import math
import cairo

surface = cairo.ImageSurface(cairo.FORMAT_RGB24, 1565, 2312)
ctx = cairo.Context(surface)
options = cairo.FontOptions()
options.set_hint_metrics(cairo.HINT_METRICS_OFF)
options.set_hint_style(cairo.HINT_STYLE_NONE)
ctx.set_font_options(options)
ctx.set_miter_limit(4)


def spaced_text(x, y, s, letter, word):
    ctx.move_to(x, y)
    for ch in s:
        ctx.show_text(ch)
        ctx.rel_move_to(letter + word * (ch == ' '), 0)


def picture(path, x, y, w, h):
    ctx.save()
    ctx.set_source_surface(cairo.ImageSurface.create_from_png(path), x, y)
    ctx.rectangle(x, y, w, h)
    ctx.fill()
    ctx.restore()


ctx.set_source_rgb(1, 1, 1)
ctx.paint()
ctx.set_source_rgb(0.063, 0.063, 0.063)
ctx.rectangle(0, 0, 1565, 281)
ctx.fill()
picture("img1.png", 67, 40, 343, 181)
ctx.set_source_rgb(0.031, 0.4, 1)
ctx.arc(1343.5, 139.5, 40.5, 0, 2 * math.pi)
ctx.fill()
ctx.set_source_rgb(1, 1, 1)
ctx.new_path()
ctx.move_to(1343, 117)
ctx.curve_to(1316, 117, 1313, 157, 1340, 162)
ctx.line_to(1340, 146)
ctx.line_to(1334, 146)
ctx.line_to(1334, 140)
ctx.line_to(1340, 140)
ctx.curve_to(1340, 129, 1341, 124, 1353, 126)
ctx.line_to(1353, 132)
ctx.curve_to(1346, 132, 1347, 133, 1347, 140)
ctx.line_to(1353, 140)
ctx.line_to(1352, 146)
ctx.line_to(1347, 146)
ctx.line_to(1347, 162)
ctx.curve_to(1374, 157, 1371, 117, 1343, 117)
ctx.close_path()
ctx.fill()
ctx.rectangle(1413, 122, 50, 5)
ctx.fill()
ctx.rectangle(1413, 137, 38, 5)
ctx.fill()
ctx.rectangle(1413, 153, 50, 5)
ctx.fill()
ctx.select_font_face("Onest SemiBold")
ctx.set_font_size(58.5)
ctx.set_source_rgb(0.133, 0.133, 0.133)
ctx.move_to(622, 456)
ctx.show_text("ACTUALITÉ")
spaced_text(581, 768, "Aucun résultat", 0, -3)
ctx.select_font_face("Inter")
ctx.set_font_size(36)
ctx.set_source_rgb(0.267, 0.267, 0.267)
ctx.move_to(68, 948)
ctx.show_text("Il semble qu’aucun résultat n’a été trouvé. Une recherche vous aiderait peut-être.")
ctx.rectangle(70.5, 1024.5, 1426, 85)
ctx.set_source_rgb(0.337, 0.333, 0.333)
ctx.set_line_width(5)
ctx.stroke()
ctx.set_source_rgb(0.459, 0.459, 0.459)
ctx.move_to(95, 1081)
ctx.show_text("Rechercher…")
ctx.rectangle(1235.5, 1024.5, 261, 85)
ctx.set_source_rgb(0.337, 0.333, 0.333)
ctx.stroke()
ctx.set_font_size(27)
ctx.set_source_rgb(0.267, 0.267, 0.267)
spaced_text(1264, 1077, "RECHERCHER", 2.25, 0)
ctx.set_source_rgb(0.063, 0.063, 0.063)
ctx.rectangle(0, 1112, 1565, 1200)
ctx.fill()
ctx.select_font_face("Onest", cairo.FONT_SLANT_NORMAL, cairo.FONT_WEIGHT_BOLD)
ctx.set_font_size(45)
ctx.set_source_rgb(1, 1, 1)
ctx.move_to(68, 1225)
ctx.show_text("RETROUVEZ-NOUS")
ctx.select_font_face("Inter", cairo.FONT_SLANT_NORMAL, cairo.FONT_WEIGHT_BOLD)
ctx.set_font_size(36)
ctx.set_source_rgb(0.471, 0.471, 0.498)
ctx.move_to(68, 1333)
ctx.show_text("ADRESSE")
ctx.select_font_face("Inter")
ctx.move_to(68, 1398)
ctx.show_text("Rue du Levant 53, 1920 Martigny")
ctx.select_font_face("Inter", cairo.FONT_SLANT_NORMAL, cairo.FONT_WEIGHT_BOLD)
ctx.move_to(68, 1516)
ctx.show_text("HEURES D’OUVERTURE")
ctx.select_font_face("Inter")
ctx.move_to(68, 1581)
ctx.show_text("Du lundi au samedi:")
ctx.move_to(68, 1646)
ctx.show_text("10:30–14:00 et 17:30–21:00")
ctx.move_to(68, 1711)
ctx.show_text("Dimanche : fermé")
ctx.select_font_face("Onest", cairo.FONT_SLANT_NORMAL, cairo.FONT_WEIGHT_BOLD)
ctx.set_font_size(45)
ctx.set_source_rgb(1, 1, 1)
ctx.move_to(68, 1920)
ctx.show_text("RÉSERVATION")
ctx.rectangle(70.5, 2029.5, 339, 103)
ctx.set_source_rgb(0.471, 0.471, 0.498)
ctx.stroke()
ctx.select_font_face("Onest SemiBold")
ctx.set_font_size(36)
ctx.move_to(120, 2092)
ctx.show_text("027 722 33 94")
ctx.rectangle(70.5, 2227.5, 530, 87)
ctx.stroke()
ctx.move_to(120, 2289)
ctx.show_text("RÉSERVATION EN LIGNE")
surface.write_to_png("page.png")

• • •

Each line above that has the word "ImageSurface" must be copied.

§ Answer to the problem
surface = cairo.ImageSurface(cairo.FORMAT_RGB24, 1565, 2312)
    ctx.set_source_surface(cairo.ImageSurface.create_from_png(path), x, y)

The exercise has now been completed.